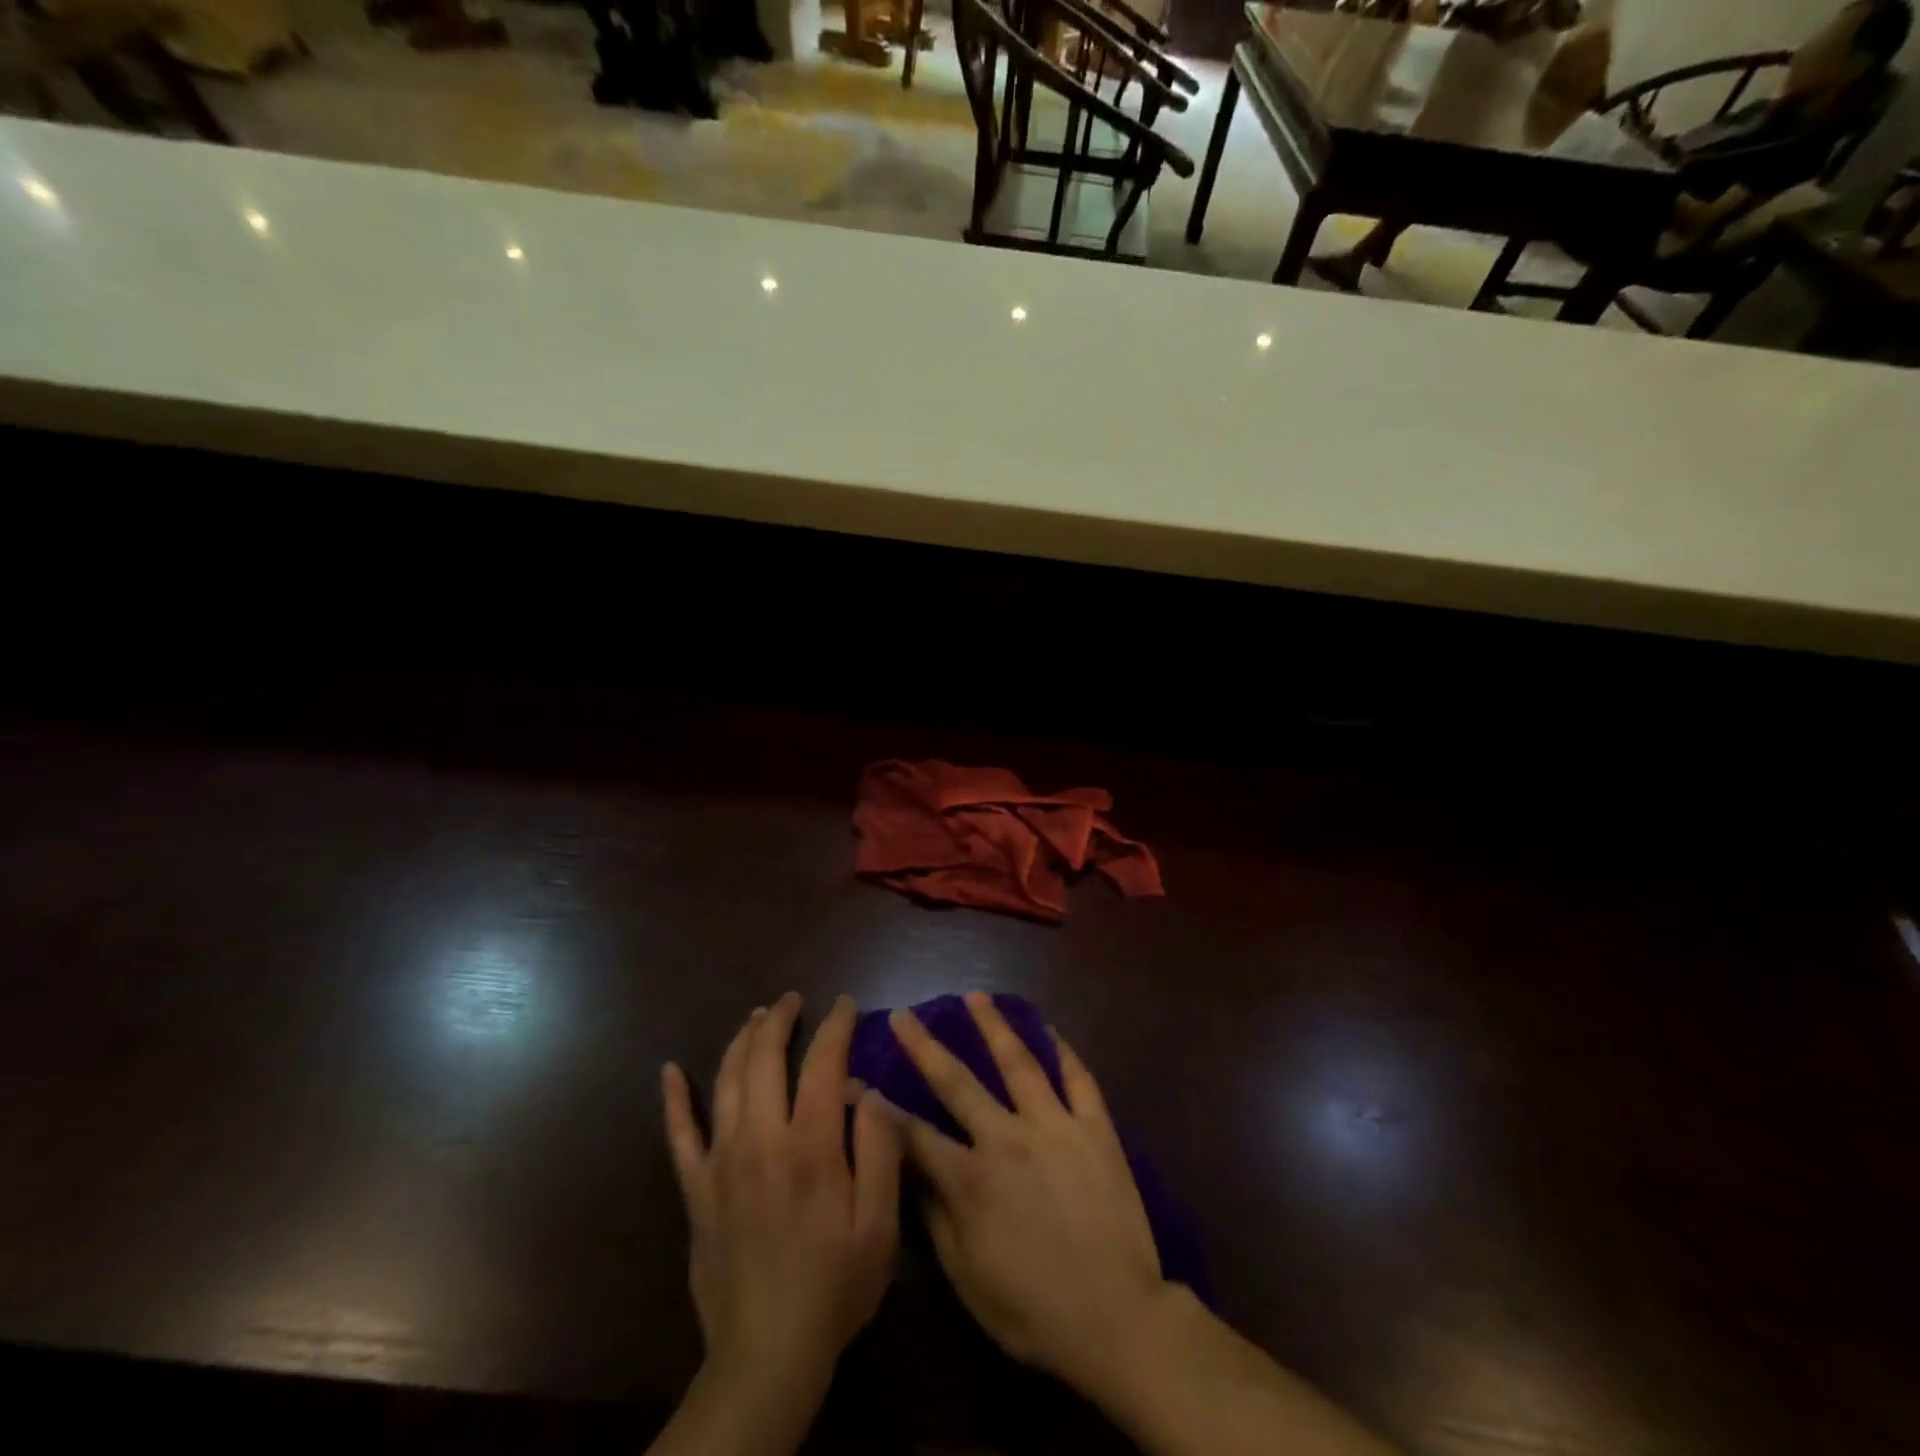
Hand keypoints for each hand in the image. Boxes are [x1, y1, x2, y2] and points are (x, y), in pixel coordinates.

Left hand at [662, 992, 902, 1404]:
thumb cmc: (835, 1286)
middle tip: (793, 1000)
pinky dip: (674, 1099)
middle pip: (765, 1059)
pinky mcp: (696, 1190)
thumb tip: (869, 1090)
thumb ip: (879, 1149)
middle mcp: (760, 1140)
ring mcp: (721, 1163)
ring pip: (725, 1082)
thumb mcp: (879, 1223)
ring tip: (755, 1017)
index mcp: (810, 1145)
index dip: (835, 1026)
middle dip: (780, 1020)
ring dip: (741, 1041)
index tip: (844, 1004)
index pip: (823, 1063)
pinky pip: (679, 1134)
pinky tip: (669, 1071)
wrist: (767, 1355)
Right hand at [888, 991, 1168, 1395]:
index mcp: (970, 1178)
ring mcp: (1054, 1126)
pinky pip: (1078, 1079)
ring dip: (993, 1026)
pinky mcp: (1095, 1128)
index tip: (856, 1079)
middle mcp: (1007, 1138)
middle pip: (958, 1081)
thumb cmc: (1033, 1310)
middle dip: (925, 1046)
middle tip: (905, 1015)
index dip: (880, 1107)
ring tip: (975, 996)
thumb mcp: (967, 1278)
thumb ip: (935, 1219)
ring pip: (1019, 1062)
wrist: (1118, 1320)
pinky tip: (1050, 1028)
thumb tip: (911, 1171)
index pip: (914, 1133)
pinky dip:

= = = = =

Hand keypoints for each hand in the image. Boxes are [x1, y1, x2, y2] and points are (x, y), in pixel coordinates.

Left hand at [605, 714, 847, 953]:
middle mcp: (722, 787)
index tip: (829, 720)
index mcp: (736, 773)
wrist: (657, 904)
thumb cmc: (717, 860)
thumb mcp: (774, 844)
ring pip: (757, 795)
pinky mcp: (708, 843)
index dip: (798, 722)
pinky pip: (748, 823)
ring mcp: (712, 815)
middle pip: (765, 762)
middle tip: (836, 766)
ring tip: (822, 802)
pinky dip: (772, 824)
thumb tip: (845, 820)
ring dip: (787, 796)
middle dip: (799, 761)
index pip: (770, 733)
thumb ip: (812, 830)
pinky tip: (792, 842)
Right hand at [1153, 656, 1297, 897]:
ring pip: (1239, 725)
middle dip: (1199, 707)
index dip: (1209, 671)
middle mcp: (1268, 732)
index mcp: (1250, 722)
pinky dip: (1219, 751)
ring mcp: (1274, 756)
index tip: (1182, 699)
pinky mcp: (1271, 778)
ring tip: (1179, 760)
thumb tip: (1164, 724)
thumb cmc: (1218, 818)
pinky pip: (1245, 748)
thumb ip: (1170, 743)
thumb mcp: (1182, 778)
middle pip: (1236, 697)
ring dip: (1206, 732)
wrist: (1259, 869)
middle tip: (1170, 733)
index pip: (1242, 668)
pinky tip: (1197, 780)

= = = = =

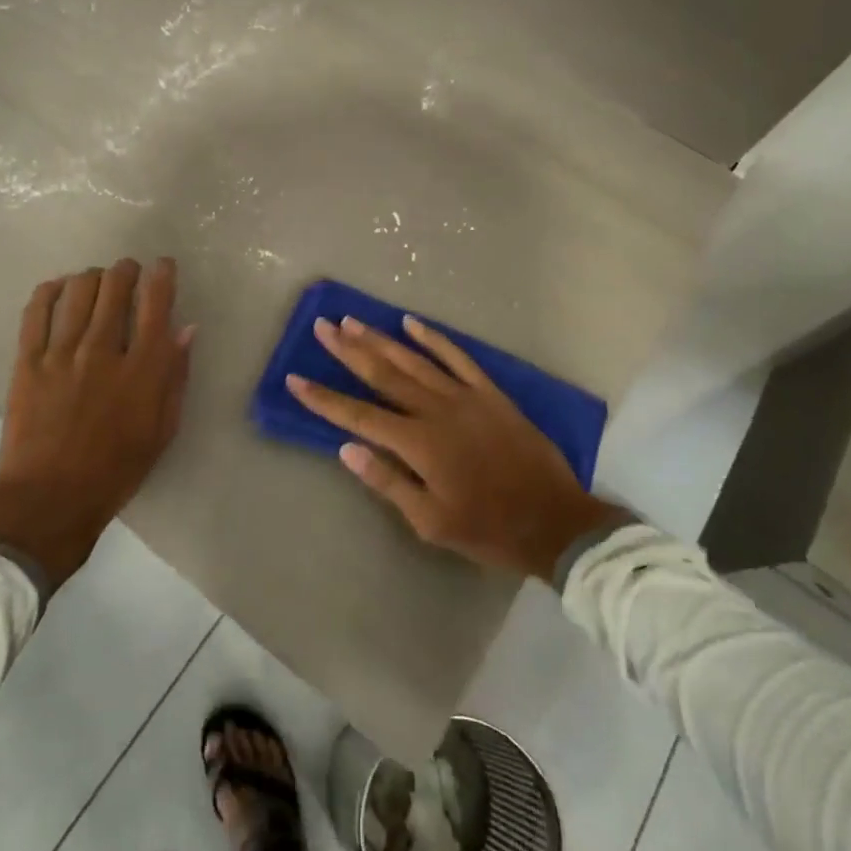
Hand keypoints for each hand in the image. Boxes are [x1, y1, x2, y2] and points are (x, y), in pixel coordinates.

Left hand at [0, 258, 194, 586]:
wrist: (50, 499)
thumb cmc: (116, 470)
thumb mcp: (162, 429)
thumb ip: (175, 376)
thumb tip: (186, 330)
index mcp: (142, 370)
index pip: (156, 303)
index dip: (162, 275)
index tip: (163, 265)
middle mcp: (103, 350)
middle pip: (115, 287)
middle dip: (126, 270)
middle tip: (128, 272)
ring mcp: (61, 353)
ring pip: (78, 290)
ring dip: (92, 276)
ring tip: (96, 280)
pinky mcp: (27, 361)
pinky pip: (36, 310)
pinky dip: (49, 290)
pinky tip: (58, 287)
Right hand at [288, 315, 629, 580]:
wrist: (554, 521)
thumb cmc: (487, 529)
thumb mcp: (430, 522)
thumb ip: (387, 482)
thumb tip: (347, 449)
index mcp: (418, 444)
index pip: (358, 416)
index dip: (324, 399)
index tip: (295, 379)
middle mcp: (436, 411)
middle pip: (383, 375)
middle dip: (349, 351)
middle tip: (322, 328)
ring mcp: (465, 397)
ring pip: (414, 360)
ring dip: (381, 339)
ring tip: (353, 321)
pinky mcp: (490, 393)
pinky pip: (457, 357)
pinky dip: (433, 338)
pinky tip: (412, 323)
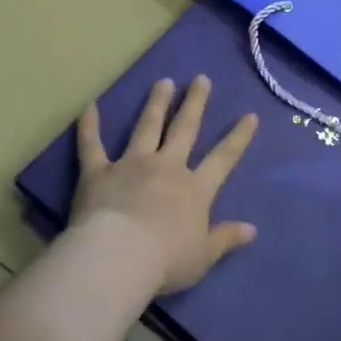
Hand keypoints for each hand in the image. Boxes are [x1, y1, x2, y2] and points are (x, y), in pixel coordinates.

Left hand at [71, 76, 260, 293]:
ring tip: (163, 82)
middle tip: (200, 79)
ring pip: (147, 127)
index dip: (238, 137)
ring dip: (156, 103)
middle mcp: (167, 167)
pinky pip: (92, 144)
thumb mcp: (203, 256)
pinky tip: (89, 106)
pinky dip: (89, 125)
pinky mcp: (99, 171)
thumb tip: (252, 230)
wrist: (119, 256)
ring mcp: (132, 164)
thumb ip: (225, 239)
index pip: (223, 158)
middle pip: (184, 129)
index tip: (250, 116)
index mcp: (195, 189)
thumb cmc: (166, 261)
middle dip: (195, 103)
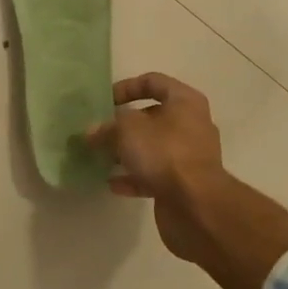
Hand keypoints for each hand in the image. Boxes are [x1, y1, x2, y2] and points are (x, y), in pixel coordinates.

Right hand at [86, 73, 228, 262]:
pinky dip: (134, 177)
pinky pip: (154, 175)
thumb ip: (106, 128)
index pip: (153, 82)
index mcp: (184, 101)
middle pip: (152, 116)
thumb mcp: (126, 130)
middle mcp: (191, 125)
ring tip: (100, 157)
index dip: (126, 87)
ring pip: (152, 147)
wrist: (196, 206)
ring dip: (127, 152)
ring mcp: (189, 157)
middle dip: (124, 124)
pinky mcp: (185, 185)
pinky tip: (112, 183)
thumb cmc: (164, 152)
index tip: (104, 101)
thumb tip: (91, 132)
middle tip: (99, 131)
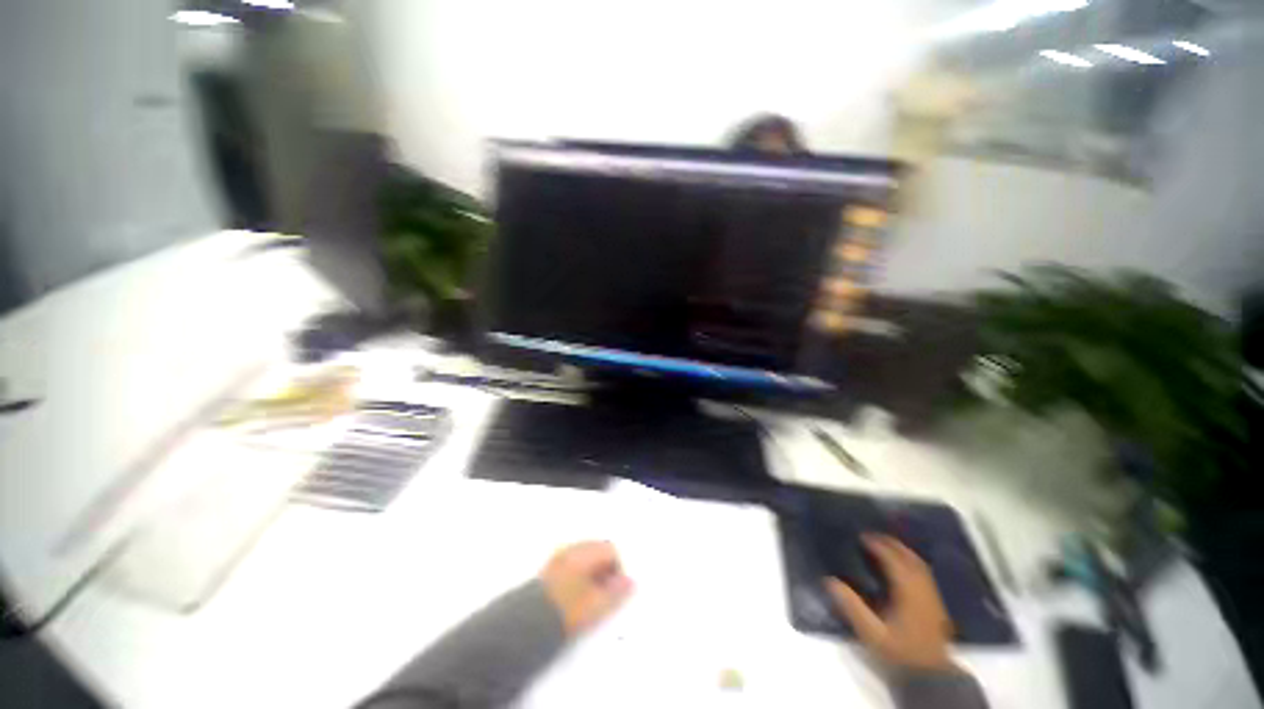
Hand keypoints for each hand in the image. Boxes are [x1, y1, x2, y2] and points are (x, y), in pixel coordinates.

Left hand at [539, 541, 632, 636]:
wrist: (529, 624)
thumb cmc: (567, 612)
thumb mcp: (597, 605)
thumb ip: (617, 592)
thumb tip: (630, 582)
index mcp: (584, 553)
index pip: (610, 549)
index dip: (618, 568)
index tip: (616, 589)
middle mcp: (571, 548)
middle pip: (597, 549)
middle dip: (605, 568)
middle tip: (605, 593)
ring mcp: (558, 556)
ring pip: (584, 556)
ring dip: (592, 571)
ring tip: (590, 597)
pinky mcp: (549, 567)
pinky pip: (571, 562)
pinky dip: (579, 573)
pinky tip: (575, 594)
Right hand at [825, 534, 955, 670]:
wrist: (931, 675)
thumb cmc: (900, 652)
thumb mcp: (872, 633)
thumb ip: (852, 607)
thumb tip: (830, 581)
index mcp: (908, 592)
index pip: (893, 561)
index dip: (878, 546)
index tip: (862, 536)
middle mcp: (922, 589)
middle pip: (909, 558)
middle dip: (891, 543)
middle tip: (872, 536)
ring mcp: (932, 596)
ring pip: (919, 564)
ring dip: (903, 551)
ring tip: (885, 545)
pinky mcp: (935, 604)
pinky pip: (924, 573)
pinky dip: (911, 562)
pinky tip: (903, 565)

= = = = =

Task: Please copy, exactly and with nothing else, the lines above beginning at the line that has "wrist: (50, 499)" and ending with the line that has "pinky tip: (58, 287)".

Response to this task:
wrist: (50, 499)
thumb cmc: (116, 470)
thumb mcp: (162, 429)
thumb ip: (175, 376)
thumb tip: (186, 330)
index mcp: (142, 370)
index pip: (156, 303)
index dip: (162, 275)
index tip: (163, 265)
middle mcp: (103, 350)
middle pip: (115, 287)
middle dip: (126, 270)
middle tip: (128, 272)
ring mcp: (61, 353)
ring pip: (78, 290)
ring dip: (92, 276)
ring tip: (96, 280)
pinky mcp: (27, 361)
pinky pip: (36, 310)
pinky dip: (49, 290)
pinky tip: (58, 287)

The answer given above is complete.